Incluso después de tanto tiempo transcurrido, aún resulta vertiginoso mirar así a la historia del cine, atender, por ejemplo, en Cabiria (1914) de Pastrone o Intolerancia (1916) de Griffith, menos al balbuceo de una gramática que al naciente afianzamiento de un arte de la manipulación de dimensiones. Igual de turbador que asumir que buena parte de las experimentaciones con el color fueron posibles gracias al espionaje y respondían, antes que a nociones de expresividad, a la batalla por liderar el perfeccionamiento persuasivo.
Bilder der Welt und Inschrift des Krieges (Harun Farocki, 1989).
Y, por último, escalofriante la constatación de la escalada de locura en las postrimerías de la conflagración, como la que hizo posible aquel suntuoso delirio, Kolberg (1945) de Veit Harlan, cuando un Reich en absoluta descomposición invirtió ocho millones y medio de marcos en una película mientras a pocos kilómetros los adolescentes alemanes caían como moscas y Hitler se quitaba la vida en el búnker, definitiva camera obscura del periodo.
El cine moderno también surgió de aquí, de haber sido un arma abandonada por la guerra cuando no estuvo a la altura.

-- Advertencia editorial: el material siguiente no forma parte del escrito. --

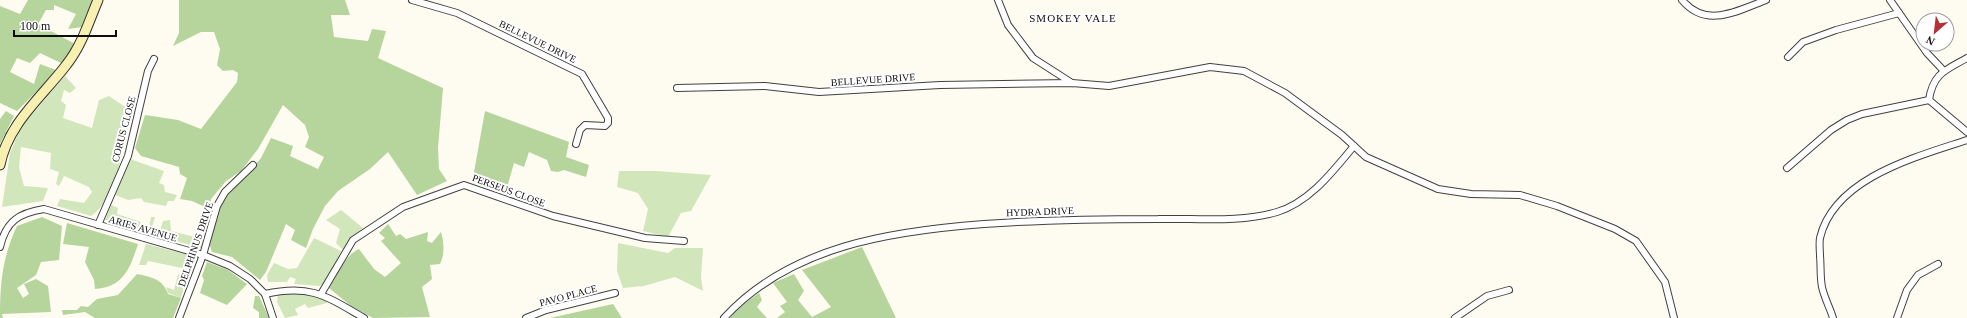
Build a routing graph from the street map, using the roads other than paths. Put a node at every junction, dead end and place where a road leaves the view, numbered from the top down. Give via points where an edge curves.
1 (98, 0) edge
2 (412, 0) edge
3 (998, 0) edge
4 (1682, 0) edge
5 (1766, 0) edge
6 (1890, 0) edge
7 (1899, 14) junction
8 (1788, 57) dead end
9 (154, 58) dead end
10 (1967, 58) edge
11 (1943, 70) junction
12 (1072, 83) junction
13 (677, 88) dead end
14 (1929, 100) junction
15 (1967, 132) edge
16 (1967, 140) edge
17 (576, 144) dead end
18 (1354, 146) junction
19 (0, 165) edge
20 (253, 165) dead end
21 (1787, 168) dead end
22 (98, 225) junction
23 (684, 241) dead end
24 (0, 247) edge
25 (204, 255) junction
26 (1938, 264) dead end
27 (1509, 290) dead end
28 (615, 293) dead end
29 (265, 294) junction
30 (321, 294) junction
31 (179, 318) edge
32 (273, 318) edge
33 (364, 318) edge
34 (526, 318) edge
35 (724, 318) edge
36 (1456, 318) edge
37 (1674, 318) edge
38 (1833, 318) edge
39 (1897, 318) edge

1 - 19 main road via 68,63 20,119 2,153
2 - 17 street, BELLEVUE DRIVE via 457,13 582,74 608,118 608,123 605,126 585,125 580,130
3 - 12 street via 1008,25 1033,58
4 - 5 street via 1702,15 1714,16
6 - 7 street
7 - 8 street via 1836,30 1803,42
7 - 11 street via 1927,53
9 - 22 street, CORUS CLOSE via 148,71 128,156
10 - 11 street
11 - 14 street via 1931,88
12 - 13 street, BELLEVUE DRIVE via 940,85 819,92 765,86
12 - 18 street, BELLEVUE DRIVE via 1109,86 1210,67 1244,71 1285,93
14 - 15 street
14 - 21 street via 1862,114 1847,120 1831,130
16 - 38 street via 1881,171 1835,206 1826,220 1819,240 1822,287
18 - 35 street, HYDRA DRIVE via 1306,196 1278,212 1243,218 1040,220 933,228 874,237 831,250 799,264 764,283 738,302
18 - 37 street, BELLEVUE DRIVE via 1366,157 1438,190 1520,195 1557,206 1615,229 1636,241 1665,282
20 - 25 street, DELPHINUS DRIVE via 225,192 217,206
22 - 24 street, ARIES AVENUE via 44,209 26,212 12,222 2,236
22 - 25 street, ARIES AVENUE
23 - 30 street, PERSEUS CLOSE via 645,238 554,216 464,185 403,207 353,240
25 - 29 street, ARIES AVENUE via 230,266 250,279
25 - 31 street, DELPHINUS DRIVE
26 - 39 street via 1918,275 1907,290
27 - 36 street via 1487,296
28 - 34 street, PAVO PLACE via 546,310
29 - 30 street via 283,290 307,290
29 - 32 street, ARIES AVENUE
30 - 33 street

No fue capaz, como recuerda Virilio que dijo Abel Gance en 1972, “de descubrir su propia bomba atómica”, ni, como añadiría luego Godard, de filmar el verdadero infierno del exterminio. Fueron los pequeños films anónimos en el frente los que, en la opinión de este último, “salvaron lo real”, levantando el telón sobre las ruinas.